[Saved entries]

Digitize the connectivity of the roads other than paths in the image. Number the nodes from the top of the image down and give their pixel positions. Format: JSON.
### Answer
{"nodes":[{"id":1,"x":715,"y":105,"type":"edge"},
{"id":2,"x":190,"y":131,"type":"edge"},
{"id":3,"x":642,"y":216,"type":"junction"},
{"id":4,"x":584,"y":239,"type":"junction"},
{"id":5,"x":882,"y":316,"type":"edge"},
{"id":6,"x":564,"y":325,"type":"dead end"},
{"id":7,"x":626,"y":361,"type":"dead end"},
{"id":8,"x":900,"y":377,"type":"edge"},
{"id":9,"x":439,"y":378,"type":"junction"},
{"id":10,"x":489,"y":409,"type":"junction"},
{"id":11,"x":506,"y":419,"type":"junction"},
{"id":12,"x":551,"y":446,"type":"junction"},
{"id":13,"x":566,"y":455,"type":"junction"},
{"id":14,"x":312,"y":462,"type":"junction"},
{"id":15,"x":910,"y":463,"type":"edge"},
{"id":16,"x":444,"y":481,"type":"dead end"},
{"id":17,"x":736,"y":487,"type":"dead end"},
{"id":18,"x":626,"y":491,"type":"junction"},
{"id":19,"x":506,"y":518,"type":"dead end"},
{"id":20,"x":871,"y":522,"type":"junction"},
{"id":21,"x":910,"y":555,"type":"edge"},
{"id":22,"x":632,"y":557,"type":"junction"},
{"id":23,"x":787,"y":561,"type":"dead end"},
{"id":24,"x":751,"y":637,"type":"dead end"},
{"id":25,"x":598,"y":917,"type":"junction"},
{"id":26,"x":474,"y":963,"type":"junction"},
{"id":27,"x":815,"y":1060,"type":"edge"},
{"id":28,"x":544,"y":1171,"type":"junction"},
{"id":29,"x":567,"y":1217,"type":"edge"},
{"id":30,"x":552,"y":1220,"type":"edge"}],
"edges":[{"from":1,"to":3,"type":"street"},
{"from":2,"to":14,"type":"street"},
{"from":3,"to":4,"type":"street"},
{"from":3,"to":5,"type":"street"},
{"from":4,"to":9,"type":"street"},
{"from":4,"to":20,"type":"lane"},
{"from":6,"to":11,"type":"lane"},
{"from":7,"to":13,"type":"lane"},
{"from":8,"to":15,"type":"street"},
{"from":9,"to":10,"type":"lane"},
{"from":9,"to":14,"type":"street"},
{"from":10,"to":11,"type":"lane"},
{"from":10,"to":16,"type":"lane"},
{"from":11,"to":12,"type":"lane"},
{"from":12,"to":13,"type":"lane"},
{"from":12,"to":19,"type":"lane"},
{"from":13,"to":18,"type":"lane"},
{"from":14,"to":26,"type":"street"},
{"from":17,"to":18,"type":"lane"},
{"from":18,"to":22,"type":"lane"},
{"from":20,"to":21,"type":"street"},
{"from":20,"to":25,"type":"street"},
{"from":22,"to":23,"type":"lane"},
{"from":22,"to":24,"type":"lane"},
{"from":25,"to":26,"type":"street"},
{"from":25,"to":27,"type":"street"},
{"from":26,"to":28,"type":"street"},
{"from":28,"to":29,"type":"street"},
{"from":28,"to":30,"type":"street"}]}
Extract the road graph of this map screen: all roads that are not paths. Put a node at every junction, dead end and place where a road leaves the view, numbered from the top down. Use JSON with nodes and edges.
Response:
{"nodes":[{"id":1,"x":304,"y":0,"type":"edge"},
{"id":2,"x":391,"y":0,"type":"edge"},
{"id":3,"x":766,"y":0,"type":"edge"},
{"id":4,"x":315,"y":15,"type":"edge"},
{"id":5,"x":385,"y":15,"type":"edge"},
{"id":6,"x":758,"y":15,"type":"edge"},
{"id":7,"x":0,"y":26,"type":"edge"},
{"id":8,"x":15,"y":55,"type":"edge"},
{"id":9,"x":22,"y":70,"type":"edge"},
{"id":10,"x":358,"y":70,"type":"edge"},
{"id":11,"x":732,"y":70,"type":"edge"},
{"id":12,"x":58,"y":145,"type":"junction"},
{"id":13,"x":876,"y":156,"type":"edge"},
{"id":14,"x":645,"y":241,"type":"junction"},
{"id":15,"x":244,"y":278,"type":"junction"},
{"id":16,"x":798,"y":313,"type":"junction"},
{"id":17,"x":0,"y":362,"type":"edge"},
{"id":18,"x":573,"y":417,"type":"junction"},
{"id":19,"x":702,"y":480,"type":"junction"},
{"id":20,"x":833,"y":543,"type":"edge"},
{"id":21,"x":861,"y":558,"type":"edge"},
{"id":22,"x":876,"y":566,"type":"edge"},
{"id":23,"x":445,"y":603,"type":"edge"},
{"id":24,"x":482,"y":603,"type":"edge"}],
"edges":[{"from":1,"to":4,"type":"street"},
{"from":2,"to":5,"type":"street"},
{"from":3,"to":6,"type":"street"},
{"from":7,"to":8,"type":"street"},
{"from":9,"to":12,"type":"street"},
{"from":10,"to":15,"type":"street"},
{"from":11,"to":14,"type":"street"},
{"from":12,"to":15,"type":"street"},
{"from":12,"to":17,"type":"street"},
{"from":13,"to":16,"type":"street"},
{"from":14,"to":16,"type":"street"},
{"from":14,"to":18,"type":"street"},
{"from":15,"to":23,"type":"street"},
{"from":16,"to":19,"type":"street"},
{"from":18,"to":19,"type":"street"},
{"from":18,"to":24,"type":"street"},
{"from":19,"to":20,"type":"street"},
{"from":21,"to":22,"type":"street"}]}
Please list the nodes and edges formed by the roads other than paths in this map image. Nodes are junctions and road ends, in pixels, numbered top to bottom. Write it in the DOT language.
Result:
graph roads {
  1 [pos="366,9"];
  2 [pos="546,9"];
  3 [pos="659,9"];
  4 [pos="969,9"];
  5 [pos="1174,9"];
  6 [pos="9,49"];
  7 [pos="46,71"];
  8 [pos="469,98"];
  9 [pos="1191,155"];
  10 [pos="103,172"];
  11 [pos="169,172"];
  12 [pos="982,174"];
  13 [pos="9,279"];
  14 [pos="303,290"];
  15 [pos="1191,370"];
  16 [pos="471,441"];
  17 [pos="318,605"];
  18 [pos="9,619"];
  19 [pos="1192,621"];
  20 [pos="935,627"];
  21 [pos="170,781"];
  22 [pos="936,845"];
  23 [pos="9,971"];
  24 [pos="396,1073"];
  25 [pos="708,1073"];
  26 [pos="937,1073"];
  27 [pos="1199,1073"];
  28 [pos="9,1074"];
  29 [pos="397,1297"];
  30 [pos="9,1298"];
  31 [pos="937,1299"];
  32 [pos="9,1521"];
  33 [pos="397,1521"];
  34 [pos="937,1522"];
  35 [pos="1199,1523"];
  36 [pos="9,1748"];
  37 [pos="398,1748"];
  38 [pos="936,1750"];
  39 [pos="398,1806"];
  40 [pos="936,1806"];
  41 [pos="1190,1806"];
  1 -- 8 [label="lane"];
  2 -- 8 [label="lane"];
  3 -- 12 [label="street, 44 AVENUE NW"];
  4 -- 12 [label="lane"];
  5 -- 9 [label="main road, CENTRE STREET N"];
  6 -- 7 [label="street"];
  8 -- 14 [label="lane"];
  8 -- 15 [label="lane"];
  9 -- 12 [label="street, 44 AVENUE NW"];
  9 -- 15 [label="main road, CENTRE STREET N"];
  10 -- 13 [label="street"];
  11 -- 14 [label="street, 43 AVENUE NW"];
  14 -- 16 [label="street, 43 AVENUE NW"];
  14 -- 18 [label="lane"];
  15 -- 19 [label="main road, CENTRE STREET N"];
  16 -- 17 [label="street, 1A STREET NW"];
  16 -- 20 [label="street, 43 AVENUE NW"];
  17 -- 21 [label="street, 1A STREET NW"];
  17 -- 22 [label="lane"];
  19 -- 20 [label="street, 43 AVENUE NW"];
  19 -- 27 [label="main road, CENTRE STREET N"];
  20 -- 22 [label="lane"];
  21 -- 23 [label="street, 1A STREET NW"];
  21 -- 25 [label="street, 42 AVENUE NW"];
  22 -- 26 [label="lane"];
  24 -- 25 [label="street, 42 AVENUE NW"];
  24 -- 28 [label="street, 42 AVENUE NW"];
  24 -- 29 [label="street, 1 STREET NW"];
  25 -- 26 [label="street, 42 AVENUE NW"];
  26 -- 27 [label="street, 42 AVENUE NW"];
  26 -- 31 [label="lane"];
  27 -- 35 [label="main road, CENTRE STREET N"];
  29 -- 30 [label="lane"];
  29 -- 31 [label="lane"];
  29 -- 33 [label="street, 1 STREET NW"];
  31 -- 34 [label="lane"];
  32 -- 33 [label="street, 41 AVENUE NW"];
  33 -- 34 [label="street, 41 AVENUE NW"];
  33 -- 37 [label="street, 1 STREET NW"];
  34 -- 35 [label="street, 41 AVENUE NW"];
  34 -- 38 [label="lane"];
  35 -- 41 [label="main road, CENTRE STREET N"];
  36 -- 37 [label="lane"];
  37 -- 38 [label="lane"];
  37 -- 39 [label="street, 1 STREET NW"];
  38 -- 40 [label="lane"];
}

● Activity: Say only how many lines above contain "CENTRE", with no other words.

● Task response: 6